It looks that way. But that’s not how it actually works.
Every player must always perform all their actions within the allowed turn time. However, you do not have to wait for the previous animation to complete. You can already play the next card, while an animation is still busy. That way, you can play cards within the turn time, even when the total animation time is longer than the turn time.
On the active player’s screen, you see the cards played as they are dragged to the screen, even when the animation will be delayed because of another still ongoing animation. On the opponent’s screen, you only see what appears to be he opponent hovering over their cards while drawing errors on screen as they play the card, and you only see the animation of the card they played after the previous animation completes. Even when by then the turn timer is already over. You don’t see the card when it’s played, but when the animation process catches up.

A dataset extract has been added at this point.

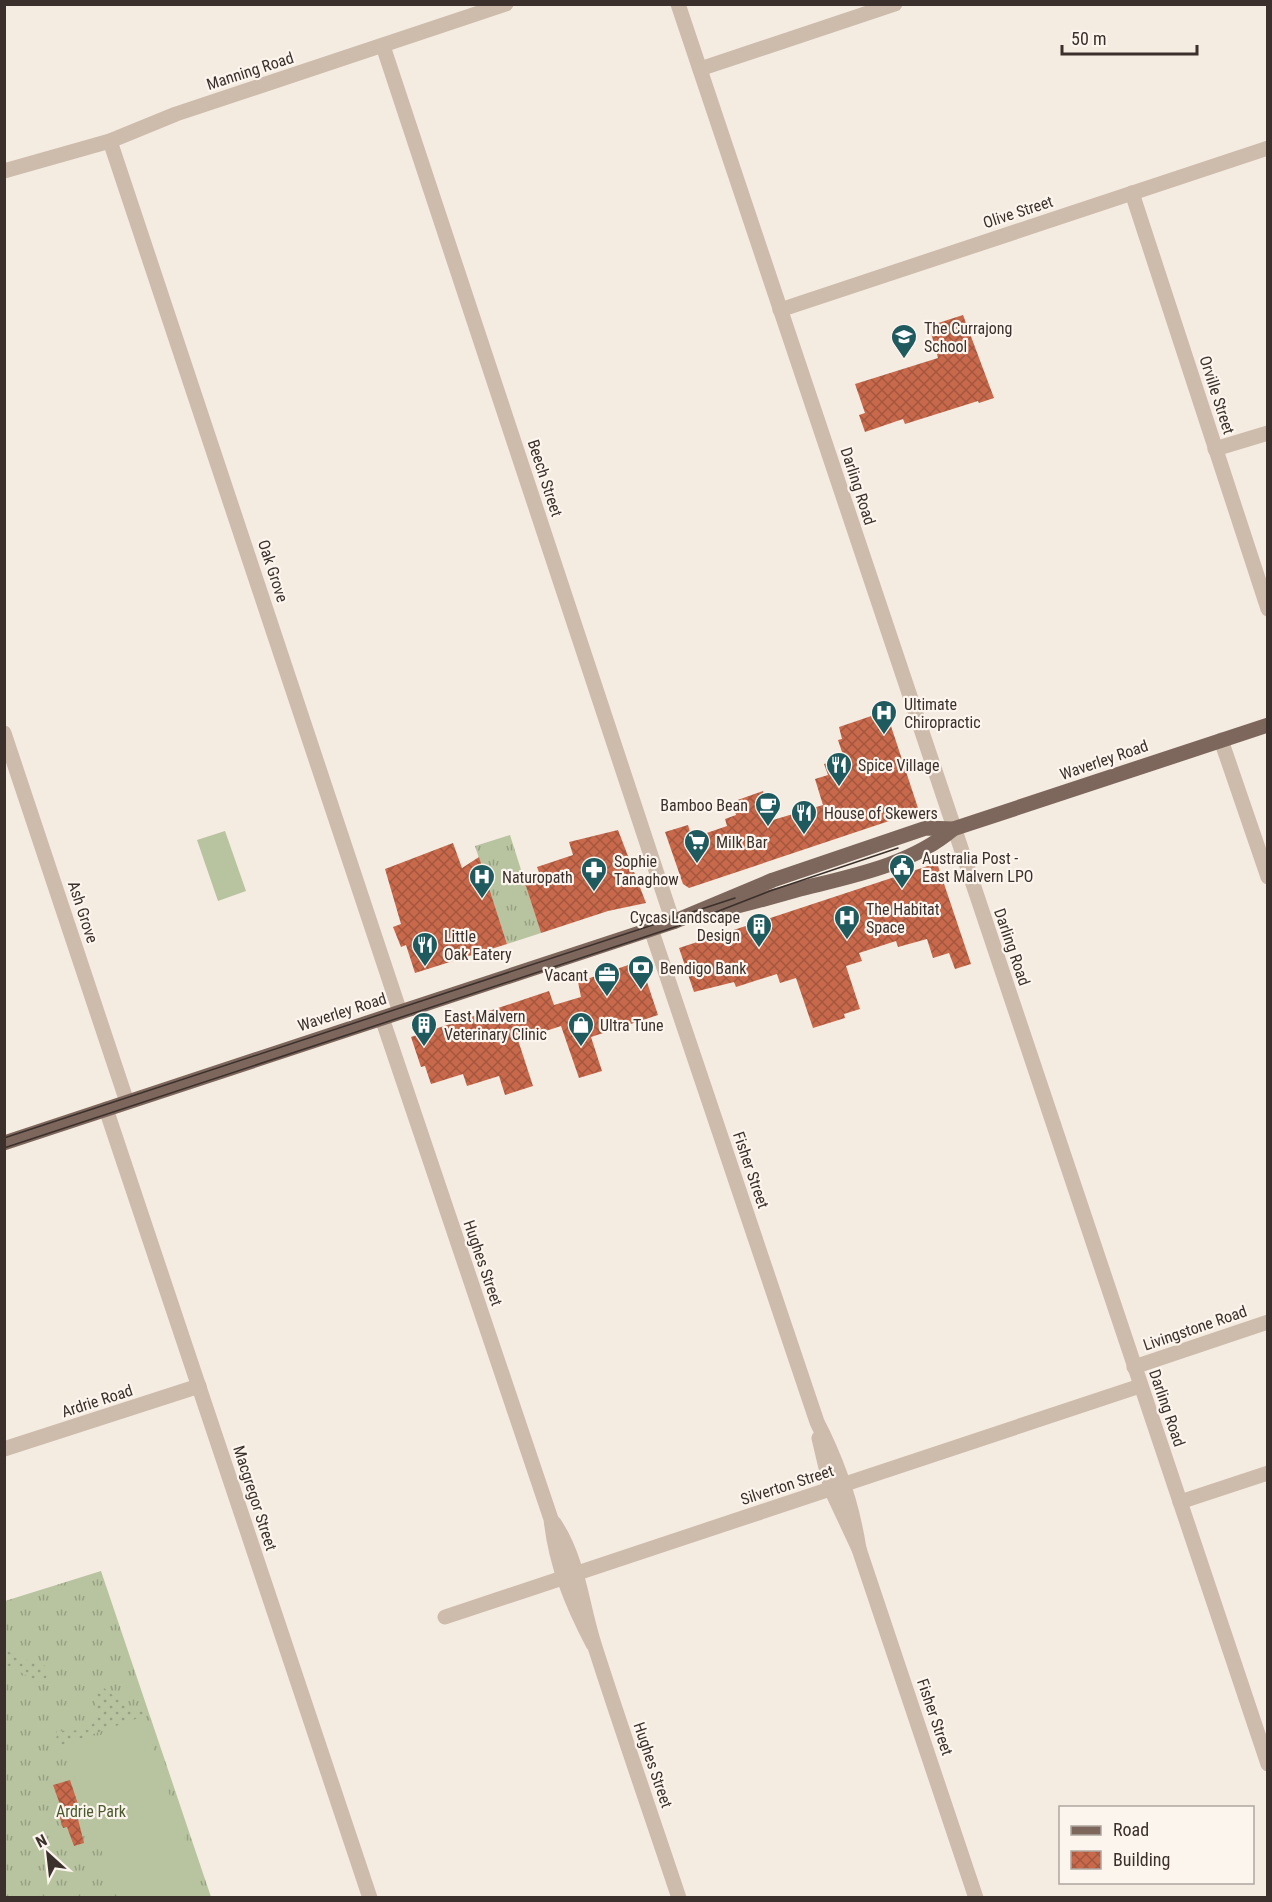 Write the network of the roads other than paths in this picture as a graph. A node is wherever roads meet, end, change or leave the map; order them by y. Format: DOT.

Note that random card generation (as well as discover effects) are not shown until animations catch up. So if you want to play a turn with long animations, make sure to only use cards already in your hand, or make sure that card generation is played first so that new cards appear before your turn is over.
Some 8 years ago, a French player took this to the extreme, when he used two computers and two accounts to deliberately set up a board state with seven copies of Prophet Velen, each with huge amounts of spell damage, so that just a single Arcane Missiles would shoot over 25,000 missiles. And he had 9 of them in hand.
He played them all, quickly after each other (there was perhaps two seconds lag in between, the time it took the game server to process the actual effect of shooting that many missiles). But he easily played all before the rope even appeared. However, the total animation time was well over 40 hours (!!!)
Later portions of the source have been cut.